I’m Tim Burton, and I have ONE HUNDRED AND FIFTY MILLION DOLLARS!
WHAT WILL I DO WITH IT??
Johnny Depp: Dude, let’s make a movie where I get to wear makeup and be fucking eccentric.
Tim Burton: Okay!
*************************************
Spoilers ahead!
No one can deny that Tim Burton films are fun romps through the land of Over the Top™. He’s got an eye for cinematic beauty, though in an admittedly non-traditional way.
This film, like a lot of his recent fare, is definitely “fun,” and has some of the best and most seamless effects that I must assume were a combination of physical makeup effects and really top-notch CG.
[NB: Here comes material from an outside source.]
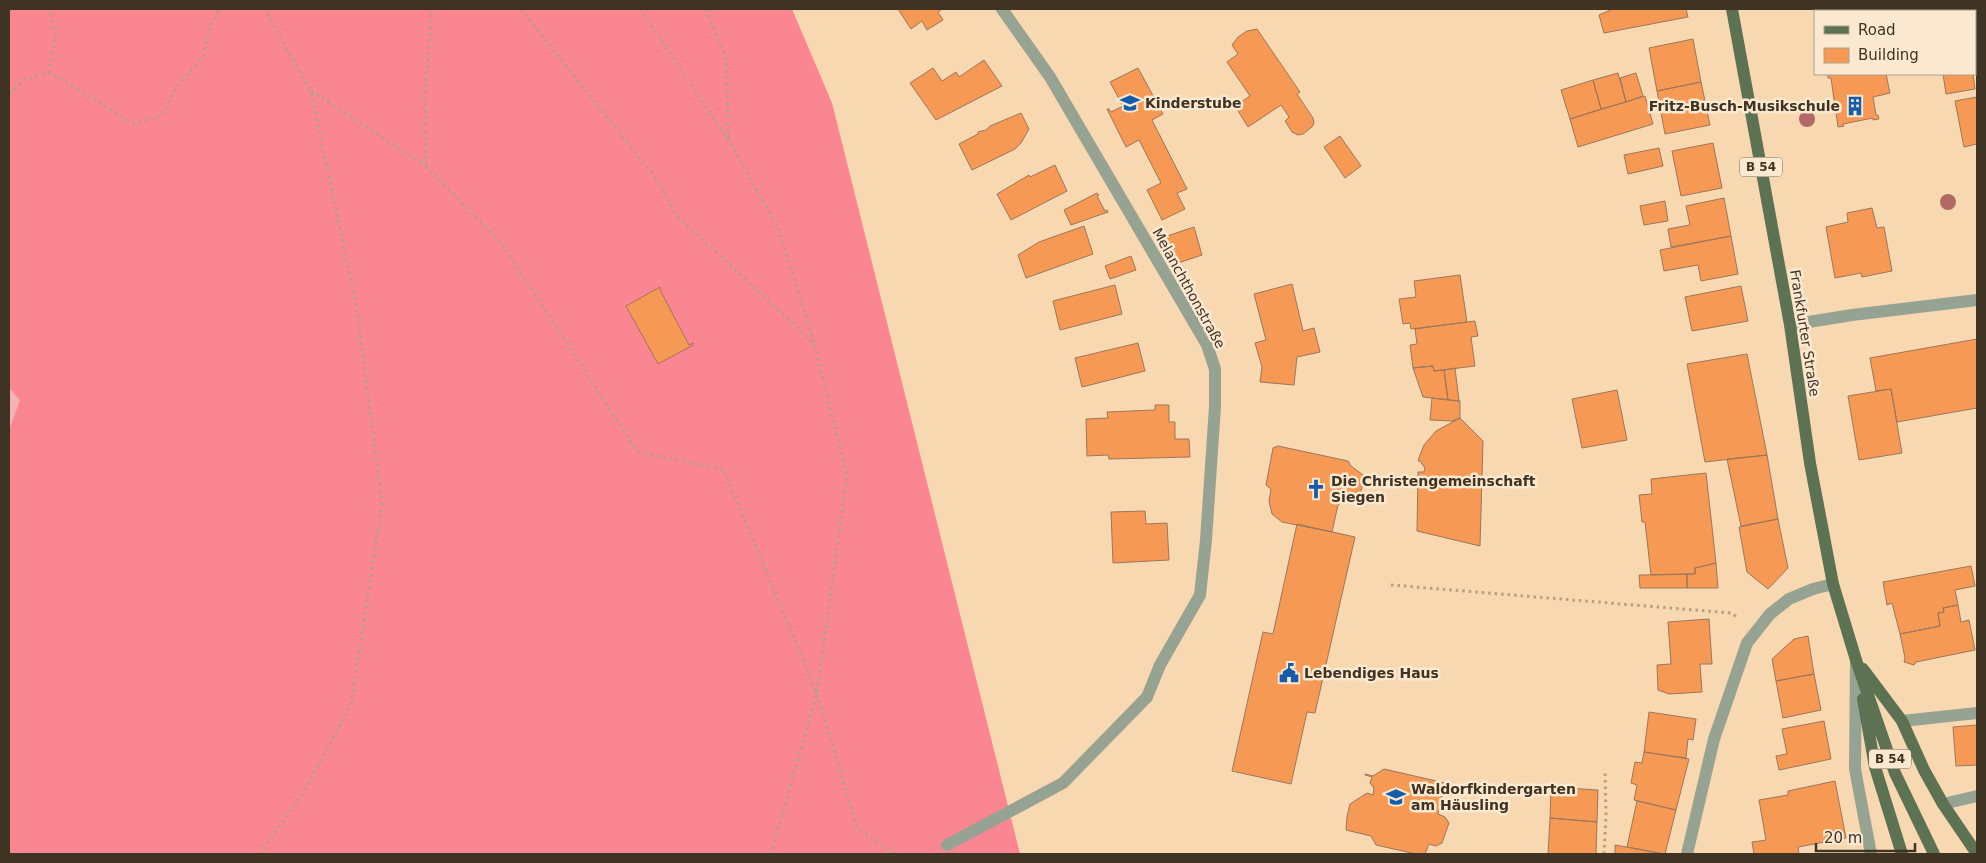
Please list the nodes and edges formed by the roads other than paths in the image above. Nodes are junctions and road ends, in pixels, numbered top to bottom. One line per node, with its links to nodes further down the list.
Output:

Tim Burton has amazing attention to most of the details in this film. It takes place in 1972, and every little detail in the town of Collinsport, Maine, the film’s setting, just screams “We’re in the 70s!” I laughed out loud when they passed by the movie theatre of the town and it proclaimed DELIVERANCE: with Burt Reynolds! The costumes are so supremely well-done. I hope that Michelle Pfeiffer got to keep her outfits and jewelry. I would have written it into my contract fo’ sho’.
Of course Danny Elfman did the music, but they’ve also clearly paid a LOT for the soundtrack, which is AMAZING! I wouldn’t be surprised if the music budget alone was $3M, but, like Mad Men’s usage of “Lady Lazarus,” the money was well-spent.
There were some funny jokes in the film, too, but if you’ve seen the trailer, you’ve seen them all. And that ends up being the problem: the funny bits are too far spaced, and the REST of the film doesn’t really compel you to care. It’s just a whole lot of “Check this awesome beautiful macabre stuff”
There’s such a fine line to traverse when you’re making a Dark Comedy. It helps if you’re like Burton and you prefer the campy brand of humor, but the darkness can’t be too dark and you don’t want it to feel too light-hearted and it just ends up needing something MORE than darkness or comedy.
And that’s where this movie falls short, and honestly ends up feeling like a season of True Blood. They keep adding MORE OUTRAGEOUS STUFF, and it IS, I’ll reiterate, really well executed. But when I say a Dark Comedy needs something “more” this kind of “more” is NOT what I’m talking about.
The things I loved about movies like Edward Scissorhands, or Nightmare Before Christmas, were that, underneath all the flash, there was this tender, beautiful beating heart that just begged you to cradle it and care for it as though it was your own.
This movie creates its own perfect analogy when, at the end of the film, Angelique pulls from inside her porcelain chest a flashing, pink Disco heart and watches it slowly stop beating.
This movie didn’t have a real heart either: it had a flashing pink disco heart. And without real heart, the sentiment I got as I sat and watched the credits roll is that the movie just felt…expensive. Expensive and indulgent.
I’m glad that Johnny Depp and Tim Burton are friends. I’m glad that they collaborate together, but when a film like this comes out that doesn’t seem to push either one of them to do ANYTHING NEW, I wonder which one of them is responsible for this big-budget reach-around.
If you’re going to pull out old material like Dark Shadows, don’t just make it with better effects and call it a day. I described it as such via text after the film last night:
“It’s like they just pulled a CG rabbit out of an old tattered hat.”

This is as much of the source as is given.